AIM OF THE EXERCISE:
Lines to return, exactly: from the line with "pinky dip: (257, 203)" to the line with "pinky mcp: (328, 258)" in the entries below, both included.

PROVIDED ENTRIES:
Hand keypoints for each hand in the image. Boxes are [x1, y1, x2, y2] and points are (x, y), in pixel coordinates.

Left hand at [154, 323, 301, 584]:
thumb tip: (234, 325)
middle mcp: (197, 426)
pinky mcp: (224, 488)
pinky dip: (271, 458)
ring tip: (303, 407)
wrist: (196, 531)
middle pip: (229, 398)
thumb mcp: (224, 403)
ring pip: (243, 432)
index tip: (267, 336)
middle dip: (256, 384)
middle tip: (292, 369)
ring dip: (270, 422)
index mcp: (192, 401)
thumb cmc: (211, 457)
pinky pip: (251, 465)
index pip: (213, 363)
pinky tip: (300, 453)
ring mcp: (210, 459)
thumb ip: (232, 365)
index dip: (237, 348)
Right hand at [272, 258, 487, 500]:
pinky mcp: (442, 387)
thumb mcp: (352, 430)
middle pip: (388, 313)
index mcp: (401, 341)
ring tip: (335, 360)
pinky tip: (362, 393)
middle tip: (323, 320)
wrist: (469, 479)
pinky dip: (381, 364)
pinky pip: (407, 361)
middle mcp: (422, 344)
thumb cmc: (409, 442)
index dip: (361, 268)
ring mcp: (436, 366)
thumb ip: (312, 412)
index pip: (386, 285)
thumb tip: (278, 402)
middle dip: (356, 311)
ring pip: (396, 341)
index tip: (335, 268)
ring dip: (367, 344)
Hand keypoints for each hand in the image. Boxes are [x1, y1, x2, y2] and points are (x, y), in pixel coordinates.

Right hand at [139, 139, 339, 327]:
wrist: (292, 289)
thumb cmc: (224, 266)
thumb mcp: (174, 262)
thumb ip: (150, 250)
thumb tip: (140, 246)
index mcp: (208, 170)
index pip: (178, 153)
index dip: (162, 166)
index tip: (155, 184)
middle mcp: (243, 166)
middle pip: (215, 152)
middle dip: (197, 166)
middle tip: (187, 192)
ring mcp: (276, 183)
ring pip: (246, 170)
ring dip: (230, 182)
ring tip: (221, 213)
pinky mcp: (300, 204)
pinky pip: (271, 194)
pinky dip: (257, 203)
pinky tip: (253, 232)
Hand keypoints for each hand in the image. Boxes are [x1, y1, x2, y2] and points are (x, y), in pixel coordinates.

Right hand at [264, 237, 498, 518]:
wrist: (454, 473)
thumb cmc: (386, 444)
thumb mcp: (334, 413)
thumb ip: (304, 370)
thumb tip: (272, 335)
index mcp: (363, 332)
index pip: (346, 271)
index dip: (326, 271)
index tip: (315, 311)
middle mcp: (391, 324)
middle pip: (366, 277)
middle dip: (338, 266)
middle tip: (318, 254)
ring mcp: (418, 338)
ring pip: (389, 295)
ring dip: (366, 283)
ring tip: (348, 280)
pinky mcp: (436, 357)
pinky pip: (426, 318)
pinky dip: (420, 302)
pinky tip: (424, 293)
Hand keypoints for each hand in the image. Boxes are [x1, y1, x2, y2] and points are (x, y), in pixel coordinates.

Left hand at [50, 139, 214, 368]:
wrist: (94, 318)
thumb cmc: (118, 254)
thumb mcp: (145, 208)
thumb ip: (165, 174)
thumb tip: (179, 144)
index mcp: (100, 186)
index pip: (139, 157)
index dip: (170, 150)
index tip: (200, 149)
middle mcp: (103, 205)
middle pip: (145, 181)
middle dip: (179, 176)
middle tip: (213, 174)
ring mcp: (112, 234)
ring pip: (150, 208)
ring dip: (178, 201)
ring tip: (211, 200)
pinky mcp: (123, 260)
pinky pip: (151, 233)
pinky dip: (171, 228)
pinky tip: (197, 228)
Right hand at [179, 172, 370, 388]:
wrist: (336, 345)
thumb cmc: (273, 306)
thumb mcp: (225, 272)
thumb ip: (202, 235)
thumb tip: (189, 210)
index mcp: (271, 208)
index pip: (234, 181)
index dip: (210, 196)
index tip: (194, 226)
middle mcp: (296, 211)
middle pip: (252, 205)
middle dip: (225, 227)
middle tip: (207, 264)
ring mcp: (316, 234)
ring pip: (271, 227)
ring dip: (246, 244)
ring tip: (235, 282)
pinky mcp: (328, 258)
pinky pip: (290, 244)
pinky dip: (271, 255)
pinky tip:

RESPONSE TO THIS TASK:
pinky dip: (257, 203)
pinky tip: (253, 232)
Hand keypoints for each hand in the image. Boxes are [x1, y1, x2, y2] and points are (x, y), in pixel coordinates.

Right hand at [264, 237, 498, 518]:
wrist: (454, 473)
thumb cmc: (386, 444)
thumb mcp: (334, 413)
thumb ip: (304, 370)
thumb tip: (272, 335)
index mcp: (363, 332)
index pip: (346, 271)
index dip: (326, 271)
index tip: (315, 311)
middle mcp: (391, 324)
middle pip: (366, 277)
middle dip: (338, 266)
middle tip: (318, 254)
ring mcp: (418, 338)
ring pip: (389, 295)
ring dip: (366, 283)
ring tip: (348, 280)
pinky mcp: (436, 357)
pinky pip: (426, 318)
pinky dip: (420, 302)
pinky tip: (424, 293)
Hand keypoints for each hand in the image. Boxes are [x1, y1, x2, y2] and points are (x, y), in pixel coordinates.

Left hand at [50, 139, 214, 368]:
wrist: (94, 318)
thumb cmc: (118, 254)
thumb mcp: (145, 208)
thumb ip: (165, 174)
thumb tip: (179, 144)
index mcp: (100, 186)
index pip: (139, 157)
index dip: (170, 150)
index tip: (200, 149)
middle mcp: (103, 205)
middle pip: (145, 181)
middle dip: (179, 176)
middle tip: (213, 174)
ring mcp: (112, 234)
ring pip: (150, 208)
ring dip: (178, 201)
ring tip: (211, 200)
pinky mcp: (123, 260)
pinky pip: (151, 233)
pinky dip: (171, 228)
pinky tip: (197, 228)
Right hand at [179, 172, 370, 388]:
wrist: (336, 345)
thumb cmc: (273, 306)
thumb mcp: (225, 272)
thumb ip: (202, 235)
thumb tip: (189, 210)
index mcp: (271, 208)
index pip: (234, 181)
index dip: (210, 196)
index tip: (194, 226)
middle mcp: (296, 211)
middle pip: (252, 205)
middle dip: (225, 227)
middle tip: (207, 264)
ring mcp: (316, 234)
ring pip: (271, 227)
ring dip: (246, 244)
ring tip: (235, 282)
pinky mcp: (328, 258)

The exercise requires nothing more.